Felipe is back as Stringer bows out
Leo Cullen has added another significant voice to the weekly coaching debate at Leinster.
The head coach has not been lulled into sitting on his hands after achieving an unprecedented Champions Cup-PRO14 League double.
When club captain Isa Nacewa retired, the province acted quickly to secure the signature of the respected Wallaby Joe Tomane.
Now, Cullen has turned to his former Leinster teammate Felipe Contepomi to replace Girvan Dempsey as the backs coach.
Cullen is convinced Contepomi can provide the same positive influence off the field as he did on it, for six seasons from 2003 to 2009.
"Felipe, he could always see the game very quickly," noted Cullen. "He has a great appreciation for the game and is a very smart guy."
The mercurial out-half was a maverick in his style of play, moving seamlessly from inspiring Leinster to goading Munster.
"It was pretty incredible what he did here," said Cullen. "He was a great character in the dressing-room and he still speaks incredibly passionately about Leinster."
From there, he returned to his father's medical practice and has been involved as an assistant to the Super 15 franchise Jaguares.
The free-flowing movement of the Argentinean club may be reflective of the direction in which Leinster are looking to move their game.
Cullen added: "Every now and again it is nice to have an outside perspective coming in. He has been at Leinster. He understands how things operate here.
"He played in England prior to Leinster and went to France to play for a couple of different clubs there.
"He has experience of the international game as well with Argentina. He can add a huge amount to some of the young players we have."
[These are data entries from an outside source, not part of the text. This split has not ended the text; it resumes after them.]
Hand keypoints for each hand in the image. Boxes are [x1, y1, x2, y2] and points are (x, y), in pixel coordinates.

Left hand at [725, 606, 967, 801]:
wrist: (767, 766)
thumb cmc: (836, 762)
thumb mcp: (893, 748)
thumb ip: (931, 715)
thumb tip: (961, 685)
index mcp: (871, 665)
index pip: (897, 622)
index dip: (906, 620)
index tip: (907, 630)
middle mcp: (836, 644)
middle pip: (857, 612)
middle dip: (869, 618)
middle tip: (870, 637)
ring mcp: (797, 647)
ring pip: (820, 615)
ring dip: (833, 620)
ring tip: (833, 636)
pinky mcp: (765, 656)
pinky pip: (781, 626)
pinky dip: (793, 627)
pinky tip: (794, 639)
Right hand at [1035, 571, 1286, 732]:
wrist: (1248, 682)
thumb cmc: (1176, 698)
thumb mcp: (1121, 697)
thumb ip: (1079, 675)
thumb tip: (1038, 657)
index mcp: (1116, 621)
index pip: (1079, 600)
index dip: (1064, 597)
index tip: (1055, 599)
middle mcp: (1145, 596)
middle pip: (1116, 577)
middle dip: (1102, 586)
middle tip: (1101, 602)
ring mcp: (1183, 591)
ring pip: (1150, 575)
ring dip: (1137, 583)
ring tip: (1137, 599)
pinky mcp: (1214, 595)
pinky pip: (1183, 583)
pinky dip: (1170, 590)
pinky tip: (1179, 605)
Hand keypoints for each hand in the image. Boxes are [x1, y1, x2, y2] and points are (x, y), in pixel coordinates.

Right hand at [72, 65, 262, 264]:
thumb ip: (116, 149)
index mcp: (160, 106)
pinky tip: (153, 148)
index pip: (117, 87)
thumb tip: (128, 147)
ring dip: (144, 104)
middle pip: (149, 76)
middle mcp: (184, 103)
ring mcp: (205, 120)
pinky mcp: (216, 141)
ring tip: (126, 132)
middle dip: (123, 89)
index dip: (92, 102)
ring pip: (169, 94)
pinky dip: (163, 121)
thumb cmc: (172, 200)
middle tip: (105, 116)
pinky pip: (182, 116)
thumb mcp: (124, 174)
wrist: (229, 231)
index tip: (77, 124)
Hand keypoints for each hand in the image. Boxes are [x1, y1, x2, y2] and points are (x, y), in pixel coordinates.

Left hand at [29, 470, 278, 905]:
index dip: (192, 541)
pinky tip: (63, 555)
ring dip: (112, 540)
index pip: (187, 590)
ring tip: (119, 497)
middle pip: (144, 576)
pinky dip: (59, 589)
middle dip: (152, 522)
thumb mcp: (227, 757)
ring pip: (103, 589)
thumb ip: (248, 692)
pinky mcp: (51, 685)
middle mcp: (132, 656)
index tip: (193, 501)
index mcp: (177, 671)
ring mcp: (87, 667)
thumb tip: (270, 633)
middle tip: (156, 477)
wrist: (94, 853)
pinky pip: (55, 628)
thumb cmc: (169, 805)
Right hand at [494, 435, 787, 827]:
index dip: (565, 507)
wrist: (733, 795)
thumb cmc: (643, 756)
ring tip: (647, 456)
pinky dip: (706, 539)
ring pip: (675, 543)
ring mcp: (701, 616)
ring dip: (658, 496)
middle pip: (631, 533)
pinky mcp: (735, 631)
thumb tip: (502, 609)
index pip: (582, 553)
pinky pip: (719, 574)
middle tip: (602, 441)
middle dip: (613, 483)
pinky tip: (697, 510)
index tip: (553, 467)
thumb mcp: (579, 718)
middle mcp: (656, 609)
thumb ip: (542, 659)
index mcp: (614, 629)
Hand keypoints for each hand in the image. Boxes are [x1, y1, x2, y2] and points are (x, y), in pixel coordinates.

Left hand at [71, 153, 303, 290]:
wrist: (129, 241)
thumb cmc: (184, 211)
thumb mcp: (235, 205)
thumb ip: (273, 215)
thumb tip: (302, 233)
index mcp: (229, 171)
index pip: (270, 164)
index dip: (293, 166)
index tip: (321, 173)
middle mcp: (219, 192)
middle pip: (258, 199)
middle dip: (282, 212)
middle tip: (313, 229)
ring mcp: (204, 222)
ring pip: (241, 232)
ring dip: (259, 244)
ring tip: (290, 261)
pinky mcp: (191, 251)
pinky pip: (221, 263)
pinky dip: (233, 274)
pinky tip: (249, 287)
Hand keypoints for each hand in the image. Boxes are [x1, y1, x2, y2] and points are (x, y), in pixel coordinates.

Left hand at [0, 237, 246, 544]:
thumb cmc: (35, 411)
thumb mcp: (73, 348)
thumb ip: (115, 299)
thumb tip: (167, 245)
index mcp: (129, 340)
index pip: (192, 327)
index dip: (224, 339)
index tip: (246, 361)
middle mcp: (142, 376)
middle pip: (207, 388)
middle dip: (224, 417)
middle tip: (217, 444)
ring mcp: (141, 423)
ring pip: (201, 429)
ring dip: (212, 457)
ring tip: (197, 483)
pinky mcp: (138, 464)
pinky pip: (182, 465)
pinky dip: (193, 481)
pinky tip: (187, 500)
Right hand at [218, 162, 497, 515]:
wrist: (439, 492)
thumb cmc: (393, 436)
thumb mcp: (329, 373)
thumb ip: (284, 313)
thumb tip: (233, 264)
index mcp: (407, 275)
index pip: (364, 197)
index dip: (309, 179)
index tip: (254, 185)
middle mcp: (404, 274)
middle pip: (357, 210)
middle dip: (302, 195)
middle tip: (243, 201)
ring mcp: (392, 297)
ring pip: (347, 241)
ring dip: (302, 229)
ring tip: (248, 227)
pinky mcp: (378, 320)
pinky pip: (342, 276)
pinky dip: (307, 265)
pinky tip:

Meanwhile, Peter Stringer has brought the curtain down on his 20-year playing career.
The Grand Slam-winning scrum-half was capped 98 times for Ireland from 2000 to 2011.
He followed a 15-year career at Munster with Premiership experience at Saracens, Newcastle Falcons, Bath, Sale Sharks and Worcester Warriors.
"From the age of five all I ever dreamed of was playing rugby. I cannot describe how it feels to have lived that dream," he stated.
"To the coaches who never saw my size as a disadvantage, thank you."